Ecuadoran government fines journalists for what they didn’t say

by

Ecuadoran president-elect Lenín Moreno.

While governments around the world have been known to crack down on journalists for covering stories that, in one way or another, threaten their authority, it’s rarer to hear about journalists being punished for stories they don’t report.

That’s just what happened in Ecuador last week when the country’s Superintendency of Information and Communication (SuperCom) fined seven media companies for failing to report on a story about conservative politician Guillermo Lasso’s taxes that had been published in the left-wing Argentinian paper Página/12 in March.

According to the Committee to Protect Journalists (CPJ), SuperCom fined four newspapers and three TV stations $3,750 each for “declining to follow up on a March 15 story… alleging that defeated opposition presidential candidate Guillermo Lasso evaded taxes.” CPJ’s senior program coordinator for the Americas criticized the move, saying, “No government anywhere, including Ecuador, has any business telling the news media what to cover.”

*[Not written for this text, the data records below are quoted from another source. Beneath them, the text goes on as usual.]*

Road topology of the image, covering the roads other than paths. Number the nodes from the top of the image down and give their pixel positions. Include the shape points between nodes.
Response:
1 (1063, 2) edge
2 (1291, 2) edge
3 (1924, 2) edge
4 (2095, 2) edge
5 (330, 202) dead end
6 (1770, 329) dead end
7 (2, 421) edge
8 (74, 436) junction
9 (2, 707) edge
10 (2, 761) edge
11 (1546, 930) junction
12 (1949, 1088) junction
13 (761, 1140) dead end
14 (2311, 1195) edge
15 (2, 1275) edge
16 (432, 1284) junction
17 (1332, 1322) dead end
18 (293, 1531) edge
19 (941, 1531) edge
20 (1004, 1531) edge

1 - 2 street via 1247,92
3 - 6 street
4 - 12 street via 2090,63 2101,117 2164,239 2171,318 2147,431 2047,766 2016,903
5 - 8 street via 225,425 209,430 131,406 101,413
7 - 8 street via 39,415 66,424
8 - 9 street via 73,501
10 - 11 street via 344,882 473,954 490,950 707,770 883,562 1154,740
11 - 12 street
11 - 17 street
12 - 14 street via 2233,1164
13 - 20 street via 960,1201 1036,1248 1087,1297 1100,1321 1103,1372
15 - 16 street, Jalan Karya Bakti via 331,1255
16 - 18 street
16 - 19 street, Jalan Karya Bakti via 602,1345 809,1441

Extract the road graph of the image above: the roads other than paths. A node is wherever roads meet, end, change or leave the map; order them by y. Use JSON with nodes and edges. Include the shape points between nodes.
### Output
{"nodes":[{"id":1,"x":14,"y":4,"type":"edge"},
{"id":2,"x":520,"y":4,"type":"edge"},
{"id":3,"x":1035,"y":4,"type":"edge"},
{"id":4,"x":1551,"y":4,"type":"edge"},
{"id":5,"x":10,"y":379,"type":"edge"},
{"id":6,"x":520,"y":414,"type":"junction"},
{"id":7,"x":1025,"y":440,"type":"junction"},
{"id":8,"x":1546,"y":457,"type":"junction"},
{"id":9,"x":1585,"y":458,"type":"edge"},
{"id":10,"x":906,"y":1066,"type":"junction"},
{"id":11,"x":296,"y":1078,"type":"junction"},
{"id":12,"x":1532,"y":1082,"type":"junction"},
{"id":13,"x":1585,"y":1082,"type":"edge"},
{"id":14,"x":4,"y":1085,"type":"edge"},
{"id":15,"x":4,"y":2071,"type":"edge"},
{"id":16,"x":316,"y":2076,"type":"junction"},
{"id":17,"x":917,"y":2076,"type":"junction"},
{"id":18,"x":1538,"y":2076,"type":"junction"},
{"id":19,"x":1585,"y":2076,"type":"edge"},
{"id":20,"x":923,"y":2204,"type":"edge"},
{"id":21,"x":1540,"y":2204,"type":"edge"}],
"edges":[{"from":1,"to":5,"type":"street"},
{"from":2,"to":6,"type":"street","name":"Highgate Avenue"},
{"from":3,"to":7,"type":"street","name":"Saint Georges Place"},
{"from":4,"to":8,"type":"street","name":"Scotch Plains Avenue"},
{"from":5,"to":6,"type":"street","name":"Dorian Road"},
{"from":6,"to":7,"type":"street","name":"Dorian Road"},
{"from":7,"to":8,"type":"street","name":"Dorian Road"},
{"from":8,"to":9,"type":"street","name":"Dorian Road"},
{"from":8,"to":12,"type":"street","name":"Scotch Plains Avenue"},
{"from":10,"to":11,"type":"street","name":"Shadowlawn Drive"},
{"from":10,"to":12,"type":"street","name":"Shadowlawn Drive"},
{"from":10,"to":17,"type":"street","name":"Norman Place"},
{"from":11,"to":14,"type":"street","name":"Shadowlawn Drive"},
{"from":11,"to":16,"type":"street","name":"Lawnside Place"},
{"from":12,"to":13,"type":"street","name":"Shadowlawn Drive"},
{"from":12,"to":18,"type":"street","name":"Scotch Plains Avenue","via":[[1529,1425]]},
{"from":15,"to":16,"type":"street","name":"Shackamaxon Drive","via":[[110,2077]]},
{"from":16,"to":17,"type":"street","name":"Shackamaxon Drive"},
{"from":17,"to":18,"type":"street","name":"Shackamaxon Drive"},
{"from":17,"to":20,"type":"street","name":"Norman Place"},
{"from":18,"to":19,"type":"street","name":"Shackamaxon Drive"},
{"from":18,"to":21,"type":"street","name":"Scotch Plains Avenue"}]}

On April 2, Lasso narrowly lost the presidential election to Lenín Moreno, who served as Ecuador’s vice president from 2007 to 2017 under his ally Rafael Correa, still the nation’s president. Correa has been under fire for helping pass legislation that gave the government sweeping censorship powers. A democratic socialist, Correa has made statements about the press that, ironically, don’t sound too different from President Trump’s, describing the media as the “greatest enemy” of the social and economic reforms he was pursuing. “We have to put an end to the illegitimate, immoral political power that certain media have,” he was quoted saying by the BBC’s Irene Caselli, apparently referring to the fact that privately-owned Ecuadoran media have “traditionally served the interests of their owners.” In op-eds, the New York Times and Washington Post editorial boards vigorously denounced the new censorship powers.

Several of the fined outlets protested the punishment. According to the CJP, “lawyers for [Ecuadoran news daily] El Comercio argued that the original Página/12 story was poorly reported, failed to include a response from Lasso, and that publishing the unverified allegations would have violated an Ecuadoran law barring media from promoting or denigrating candidates immediately before elections.”

Moreno, now safely elected, has apparently said he would ask SuperCom to annul the ruling, saying he considers the matter to be “baseless.”

 

 

Kait Howard was a publicist at Melville House.